Pemuda tersebut tidak menoleh ataupun merasa terganggu saat Naruto memasuki kamar tersebut, pemuda itu sibuk dengan 'pekerjaan' yang tengah dia lakukan sendiri. Tangannya dengan cekatan mengambil botol-botol berukuran kecil, mungkin dengan isi maksimal hanya 12 ml lalu mengisinya dengan cairan berwarna biru kemudian beralih ke botol yang lain yang sudah berisi penuh dengan cairan aneh lalu juga mengambil tabung kimia berukuran 100 ml, mengambil beberapa tetes dari botol-botol tersebut dengan pipet kaca dan memasukkannya ke dalam tabung percobaan tersebut. Dan setelah itu dia meletakkan tabung yang telah berisi berbagai larutan ke atas meja. Pemuda itu lalu membalikkan tubuhnya dan melihat ke arah Naruto dengan iris matanya yang berwarna merah. Wajahnya kesal, bibirnya mengerucut tidak suka.

"Ada apa?" Tanya pemuda itu dingin, dia tidak suka ada yang mengganggu 'pekerjaannya' tersebut.

"Ini! Barang yang kau minta." Ucap Naruto dengan santai, dia melemparkan toples yang masih terbungkus kain hitam ke arah pemuda beriris merah tersebut.

"Hati-hati! Kau bisa merusak koleksiku!" Sahut pemuda tersebut dengan garang, dengan ringan dia dapat menangkap toples tersebut.

"Maaf kalau begitu, Kyuu-nii."

Pemuda yang bernama lengkap Namikaze Kyuubi tersebut hanya mendengus dan memandang berbinar pada toples yang masih ada di tangannya. Irisnya yang merah lalu beralih ke rak-rak berisi banyak toples yang berada di sekelilingnya. Toples-toples kaca yang berisi cairan tidak biasa dan memuat 'benda' yang tidak biasa pula. Beratus-ratus toples di dalam rak tersebut sangat menjijikkan atau lebih tepatnya 'benda' di dalam toples tersebut sangat menjijikkan, mulai dari organ-organ dalam manusia, dari organ lunak hingga keras, dari jantung, bola mata, hati, lidah, ginjal, gigi bahkan ada juga yang memuat rambut 'korban' yang berubah fungsi dari mangsa menjadi barang koleksinya. Tangannya yang masih terbungkus sarung tangan membuka bungkusan hitam toples tersebut hingga dia dapat melihat dengan jelas apa yang ada di dalamnya. Matanya langsung berbinar, bibirnya melengkung membentuk seringaian.

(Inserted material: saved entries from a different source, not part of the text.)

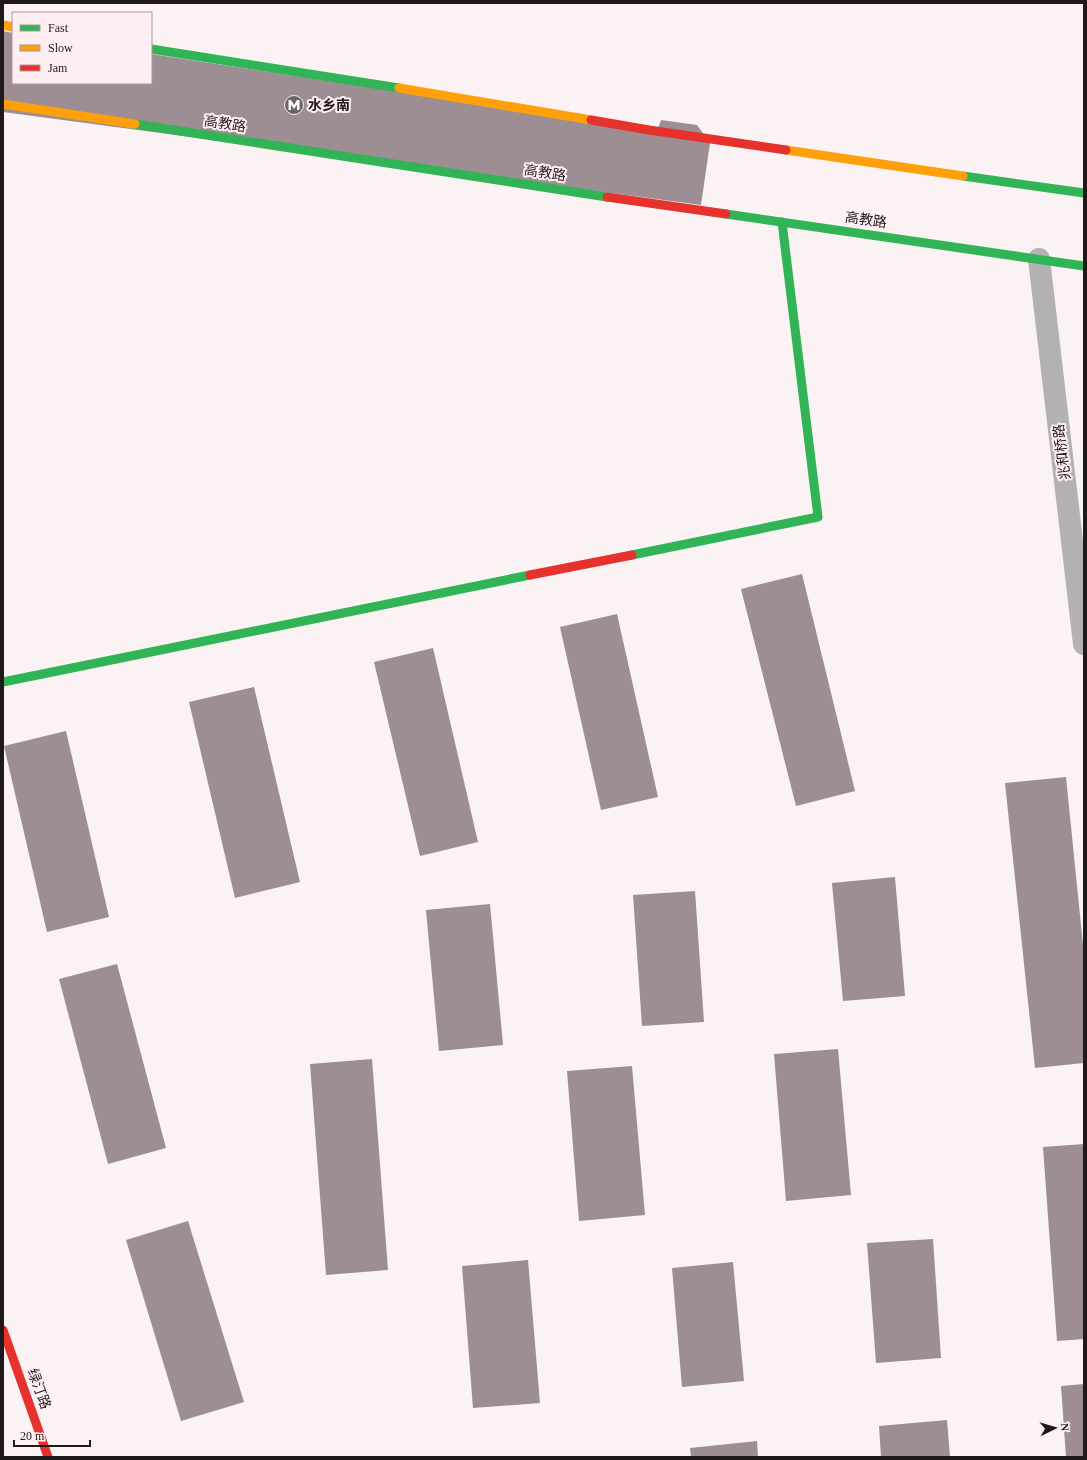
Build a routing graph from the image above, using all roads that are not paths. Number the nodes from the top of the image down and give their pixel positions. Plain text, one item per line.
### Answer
1 (152, 48) edge
2 (3, 104) edge
3 (1084, 194) edge
4 (782, 222) junction
5 (1039, 259) junction
6 (1084, 266) edge
7 (1084, 644) edge
8 (3, 682) edge
9 (3, 1330) edge
10 (48, 1457) edge

1 - 3 main road
2 - 4 main road, 高教路
4 - 5 main road, 高教路
4 - 8 main road
5 - 6 main road, 高教路
5 - 7 street, 兆和桥路
9 - 10 main road, 绿汀路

"Bagus juga kerjamu. Aku tidak tahu kalau memutilasi adalah hobbymu yang sekarang." Ucap Kyuubi dengan riang.

"Tidak, itu bukan gayaku. Aku hanya mencungkilnya begitu saja."

Ya. Yang ada di dalam toples tersebut ada sebuah iris mata berwarna merah yang sangat indah dan menawan. Iris mata dari salah satu target Naruto malam ini. Seringai Kyuubi bertambah lebar saat dia kembali memandang 'benda koleksi' barunya, dia memutar-mutar toples tersebut untuk lebih mendalami 'hasil' kerja sang adik. Namun seringainnya menghilang, digantikan dengan wajah dingin dan datar, aura di sekitarnya menghitam, bola matanya bertambah lebar dan sangat menakutkan. Dengan gerakan patah-patah dia menoleh ke arah Naruto yang hanya diam di tempatnya semula.

"Naruto…" Suara Kyuubi berat dan dingin, dia perlahan-lahan mendekati Naruto yang masih diam, dia dapat melihat keringat dingin mengalir di pelipis sang adik.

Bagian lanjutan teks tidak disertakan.